Heard’s Lone Star pedigree is strong. She first turned heads in 2004’s “Friday Night Lights,” and she received the Texas Film Hall of Fame’s Rising Star award in 2014. She divorced actor Johnny Depp last year.

RIPalm

As S.E. Hinton warned us, nothing gold can stay. The MoPac Boulevard palm tree, that most adorable and scrappy of all roadside flora, appears to have been somehow uprooted.

An adorable and improbable member of the Arecaceae botanical family had been growing on the highway’s left-hand southbound lane, between Westover and Windsor roads. It earned a modicum of viral fame, being adorable and all. But according to a redditor over at r/Austin, the little fronds that could are no more, apparently for around a month. A picture of a chopped-down stub in a pavement crack accompanied the original post.

“Of course TxDOT isn’t gonna let a freaking tree grow next to the mainlands of a controlled access highway,” redditor u/tviolet commented. “It’d be unsafe if anyone ever had the rare opportunity to drive faster than 20 mph. If you post it here, it’s gonna get removed.”

Redditor u/Cellbeep thought hope yet lives: “However, Son of MoPalm lives on the other side of the barricade at an undisclosed location, as does MoPlant growing out of one of the metal traffic signal poles.”

God, guns, grass

According to a recent study by Addictions.com, country music mentions drugs more than any other musical genre, with the most referenced drug being marijuana.

Those results might come as a shock to some listeners who assumed that rap or hip-hop music reference drugs more, but an average 1.6 percent of all country music surveyed by Addictions.com’s Song Meanings Application Programming Interface referenced drugs, compared to less than 1.3 percent on average in hip-hop music.

Jazz came in second place, although the study does not disclose the average percentage.

But what constitutes a drug reference? And what counts as “country” music for this study? For starters, alcoholic beverages are not classified as drugs here (or else country music would win by a landslide). According to the methodology of the study, Addictions.com “scraped song lyrics from Song Meanings API and analyzed drug mentions, what drugs were involved, and how it changed over time, and grouped drug slang words together in their respected drug categories.”

After going over the data from songs from country, rock, jazz, rap/hip-hop, pop, folk and electronic genres from 1933 until now, the drug references were grouped into seven categories: pills, heroin, marijuana, LSD, cocaine, Ecstasy and meth.

After all that, country music came out on top. According to the study, the top three drugs referenced in Nashville’s favorite genre were marijuana (hi, Willie), cocaine and methamphetamine.

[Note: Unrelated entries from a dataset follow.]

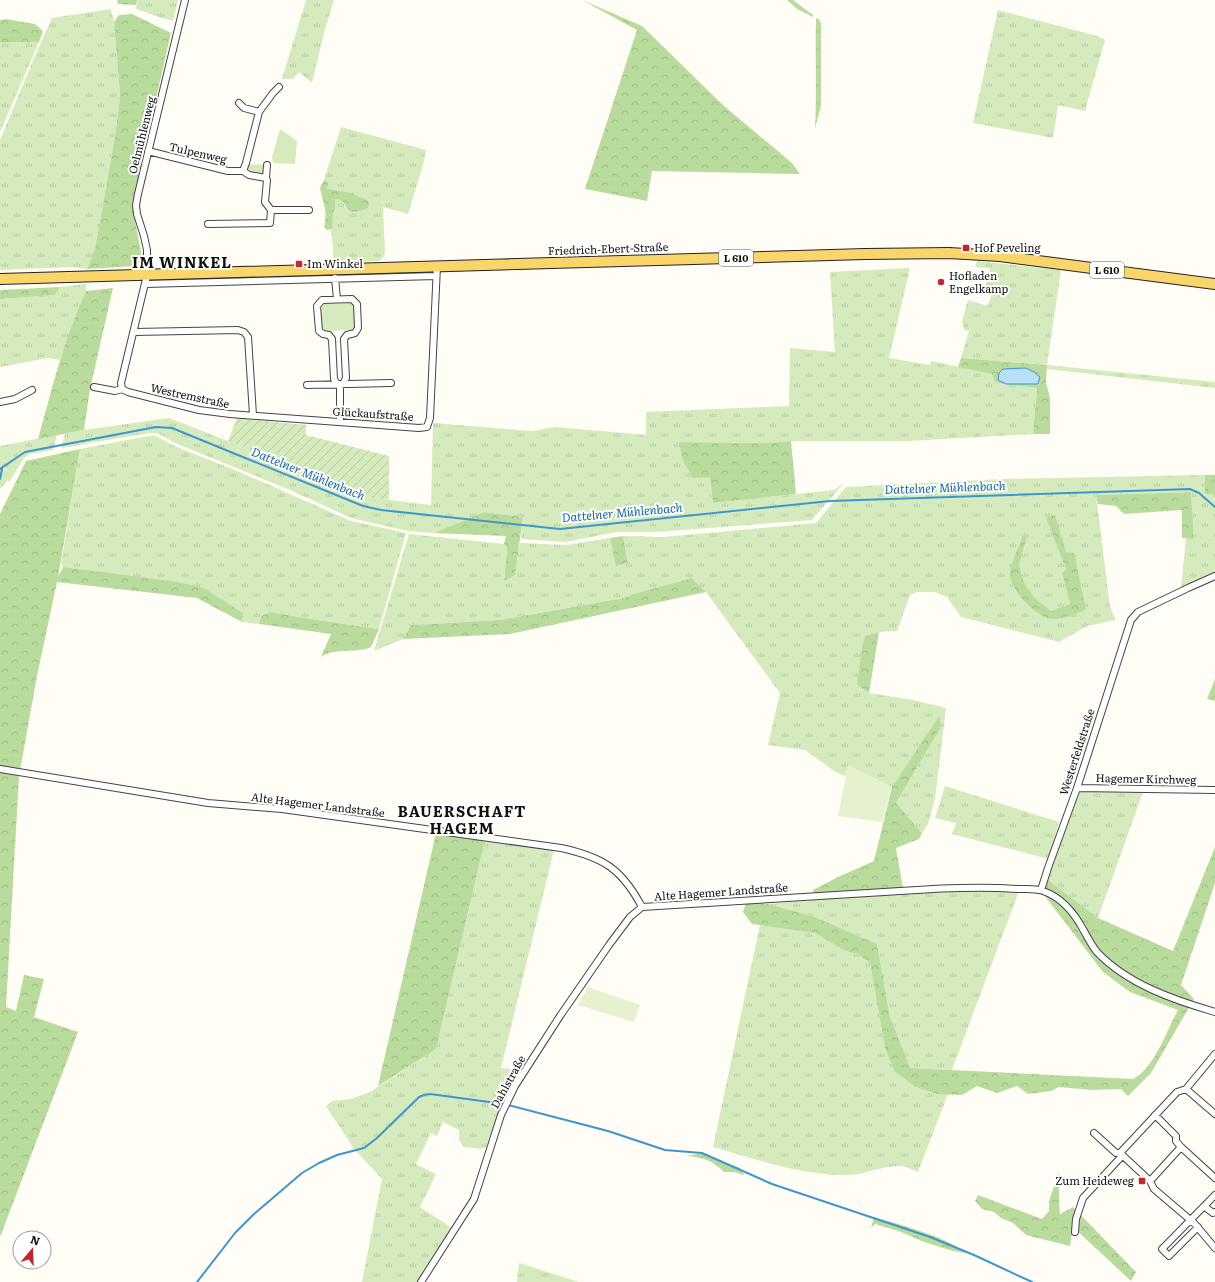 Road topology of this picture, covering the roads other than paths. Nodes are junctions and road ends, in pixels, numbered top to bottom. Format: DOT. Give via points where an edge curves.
graph roads {
  1 [pos="185,0"];
  2 [pos="279,88"];
  3 [pos="239,103"];
  4 [pos="259,112"];
  5 [pos="148,151"];
  6 [pos="267,165"];
  7 [pos="242,171"];
  8 [pos="266,179"];
  9 [pos="271,210"];
  10 [pos="309,210"];
  11 [pos="208,224"];
  12 [pos="436,271"];
  13 [pos="335,278"];
  14 [pos="0,279"];
  15 [pos="146,279"];
  16 [pos="1215,284"];
  17 [pos="337,299"];
  18 [pos="134,332"];
  19 [pos="391,383"];
  20 [pos="340,384"];
  21 [pos="307,385"];
  22 [pos="94,387"];
  23 [pos="122,388"];
  24 [pos="32,390"];
  25 [pos="0,402"];
  26 [pos="253,416"];
  27 [pos="340,422"];
  28 [pos="1215,576"];
  29 [pos="0,770"];
  30 [pos="1076,788"];
  31 [pos="1215,790"];
  32 [pos="1042,890"];
  33 [pos="642,907"];
  34 [pos="1215,1012"];
  35 [pos="1215,1054"];
  36 [pos="1186,1089"];
  37 [pos="1215,1114"];
  38 [pos="1155,1115"];
  39 [pos="1094,1133"];
  40 [pos="1181,1148"];
  41 [pos="1121,1154"];
  42 [pos="1215,1178"];
  43 [pos="1150,1181"];
  44 [pos="1215,1195"];
  45 [pos="1205,1207"];
  46 [pos="1215,1212"];
  47 [pos="1190,1220"];
  48 [pos="1198,1227"];
  49 [pos="1075,1232"];
  50 [pos="1215,1248"];
  51 [pos="421,1282"];
  1 -- 5 [label="street, Oelmühlenweg"];
  2 -- 4 [label="street"];
  3 -- 4 [label="street" via="244,108"];
  4 -- 7 [label="street"];
  5 -- 7 [label="street, Tulpenweg" via="228,171"];
  5 -- 15 [label="street, Oelmühlenweg" via="136,205 147,250"];
  6 -- 8 [label="street"];
  7 -- 8 [label="street, Tulpenweg"];
  8 -- 9 [label="street" via="265,202"];
  9 -- 10 [label="street"];
  9 -- 11 [label="street" via="270,223"];
  12 -- 13 [label="street, Friedrich-Ebert-Straße"];
  12 -- 15 [label="main road, Friedrich-Ebert-Straße / L 610"];
  12 -- 16 [label="main road, Friedrich-Ebert-Straße / L 610" via="949,253 1000,256"];
  12 -- 27 [label="street, Glückaufstraße" via="430,418 427,427"];
  13 -- 15 [label="street, Friedrich-Ebert-Straße"];
  13 -- 17 [label="street"];
  14 -- 15 [label="main road, Friedrich-Ebert-Straße / L 610"];
  15 -- 18 [label="street"];
  17 -- 20 [label="street" via="322,300 317,306 318,331 332,339 334,379"];
  17 -- 20 [label="street" via="352,299 357,304 358,330 344,338 346,378"];
  18 -- 23 [label="street" via="121,383"];
  18 -- 26 [label="street" via="244,332 248,337"];
  19 -- 20 [label="street"];
  20 -- 21 [label="street"];
  20 -- 27 [label="street"];
  22 -- 23 [label="street, Westremstraße" via="115,391"];
  23 -- 26 [label="street, Westremstraße" via="128,392 199,410"];
  24 -- 25 [label="street" via="15,399"];
  26 -- 27 [label="street, Glückaufstraße"];
  28 -- 30 [label="street, Westerfeldstraße" via="1138,612 1131,620"];
  29 -- 33 [label="street, Alte Hagemer Landstraße" via="208,803 282,809 583,852 604,862 625,880"];
  30 -- 31 [label="street, Hagemer Kirchweg"];
  30 -- 32 [label="street, Westerfeldstraße"];
  32 -- 33 [label="street, Alte Hagemer Landstraße" via="961,887"];
  32 -- 34 [label="street" via="1067,907 1096,951 1112,966 1168,997"];
  33 -- 51 [label="street, Dahlstraße" via="630,917 609,945 515,1086 501,1115 474,1199"];
  35 -- 36 [label="street"];
  36 -- 37 [label="street"];
  36 -- 38 [label="street" via="1177,1092"];
  38 -- 40 [label="street" via="1176,1136"];
  38 -- 41 [label="street"];
  39 -- 41 [label="street" via="1116,1153"];
  40 -- 42 [label="street"];
  40 -- 43 [label="street"];
  41 -- 43 [label="street"];
  41 -- 49 [label="street" via="1083,1198 1076,1219"];
  43 -- 47 [label="street" via="1154,1189"];
  44 -- 45 [label="street"];
  45 -- 46 [label="street"];
  45 -- 47 [label="street"];
  47 -- 48 [label="street"];
  47 -- 48 [label="street" via="1162,1249 1169,1256"];
  48 -- 50 [label="street"];
}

It should be noted that many country songs decry dug consumption (with the exception of alcohol and, more recently, marijuana). No country artists were mentioned in the study, but artists like Johnny Cash, Merle Haggard, Old Crow Medicine Show, Jamey Johnson, John Prine and many others have referenced marijuana, pills, cocaine or heroin in their songs as hazardous and not recreational.